La vague de violence qui s’est abattue sur le Kenya à la suite des élections présidentielles a été qualifiée, par bon nombre, de nature tribale ou ethnique. Toutefois, pour les analystes de ce pays d’Afrique de l’Est, c’est l’économie de base qui est véritablement à l’origine des troubles.
Malgré les revendications de l’opposition, qui criait au trucage, et les rapports des observateurs internationaux, qui faisaient état de graves irrégularités dans le dépouillement des bulletins, la victoire de Mwai Kibaki, président sortant, a été annoncée, le 30 décembre, à la suite d’un scrutin présidentiel fortement contesté, déclenchant des flambées de violence généralisées ainsi qu’une crise humanitaire.
« Dans les zones urbaines, il y a eu beaucoup d’incendies et de pillages inutiles ; pour les populations, c’était une façon de se défouler pour exprimer leurs griefs économiques pendant le vide politique. Ils se sont lâchés et s’en sont pris à tout ce qu’ils pouvaient trouver, incendiant les maisons de leurs voisins, sans se préoccuper de savoir si ceux-ci soutenaient le PNU [Parti de l’unité nationale, le parti de M. Kibaki] ou l’ODM [Mouvement démocratique orange, l’opposition] », a expliqué à IRIN Macharia Gaitho, éditorialiste politique.
S’il est vrai que certains groupes ethniques – il y en a plus de 40 au Kenya – ont été pris pour cible au cours des violences, les tensions qui ont donné lieu à ces affrontements ne relèvent pas à proprement parler de l’ethnicité, mais sont la conséquence quasi inéluctable, selon un éditorial paru dans le journal Sunday Nation, du système économique kényan : « Le Kenya pratique un capitalisme sauvage, inhumain, qui encourage une concurrence féroce pour la survie, les richesses et le pouvoir. Quant à ceux qui ne sont pas compétitifs, on les laisse vivre comme des animaux dans des bidonvilles ».
Des inégalités endémiques
A Nairobi, plus de 60 pour cent de la population vit dans des bidonvilles, dont certains se trouvent à deux pas des résidences les plus luxueuses de la ville.
Selon un rapport intitulé Pulling Apart: Facts and Figures on Inequality in Kenya [Un écart qui se creuse : Faits et chiffres sur les inégalités au Kenya] et publié par la Society for International Development (SID) de Nairobi, le Kenya est dixième sur la liste mondiale des pays qui présentent les écarts les plus importants en termes de richesses.
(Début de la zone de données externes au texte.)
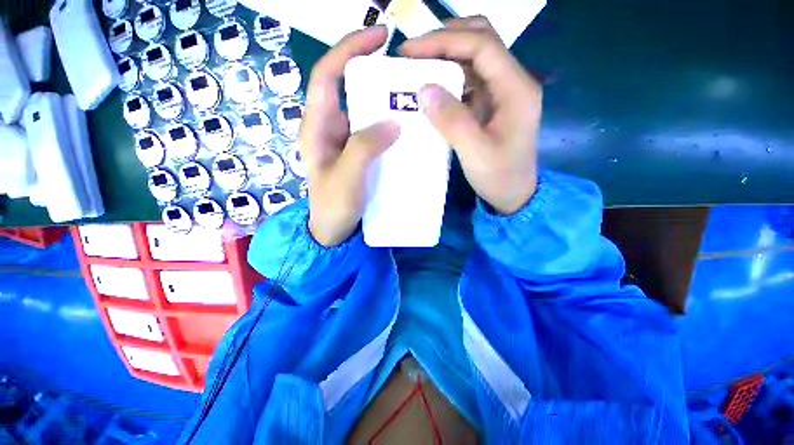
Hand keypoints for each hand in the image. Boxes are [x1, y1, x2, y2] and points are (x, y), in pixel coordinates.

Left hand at [301, 26, 400, 245]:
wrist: (333, 231)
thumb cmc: (333, 207)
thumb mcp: (346, 178)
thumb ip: (364, 148)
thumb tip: (392, 123)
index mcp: (317, 127)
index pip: (328, 75)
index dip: (350, 49)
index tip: (379, 36)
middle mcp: (330, 128)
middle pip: (348, 88)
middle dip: (372, 72)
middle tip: (403, 71)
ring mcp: (345, 142)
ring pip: (363, 110)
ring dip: (383, 100)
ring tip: (409, 97)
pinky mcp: (358, 155)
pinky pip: (373, 131)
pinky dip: (388, 124)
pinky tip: (405, 128)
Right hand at [400, 17, 541, 214]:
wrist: (514, 195)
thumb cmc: (500, 177)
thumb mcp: (476, 153)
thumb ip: (452, 121)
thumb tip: (424, 89)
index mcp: (516, 89)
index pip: (482, 45)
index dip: (444, 41)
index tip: (410, 50)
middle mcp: (513, 82)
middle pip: (481, 41)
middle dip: (445, 40)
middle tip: (413, 54)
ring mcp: (502, 93)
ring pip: (473, 59)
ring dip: (445, 58)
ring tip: (416, 68)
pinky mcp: (491, 105)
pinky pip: (469, 82)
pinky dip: (448, 79)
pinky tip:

Des 54 pays d’Afrique, il est le cinquième. Au Kenya, selon ce rapport, paru en 2004 et qui se fonde sur les statistiques du Programme des Nations Unies pour le développement (PNUD), les classes les plus riches gagnent 56 fois plus que les populations les plus pauvres : les 10 pour cent les mieux nantis de la population contrôlent 42 pour cent des richesses du pays, tandis que les 10 pour cent les plus mal lotis en possèdent 0,76 pour cent.
L’inégalité est présente dans tous les aspects de la vie des Kényans, selon le rapport, qui fait état d’énormes disparités – à la fois dans la capitale et à l’échelle nationale – dans presque tous les domaines de la vie : les revenus ; l’accès à l’éducation, l’eau et la santé ; l’espérance de vie ; et la prévalence du VIH/SIDA.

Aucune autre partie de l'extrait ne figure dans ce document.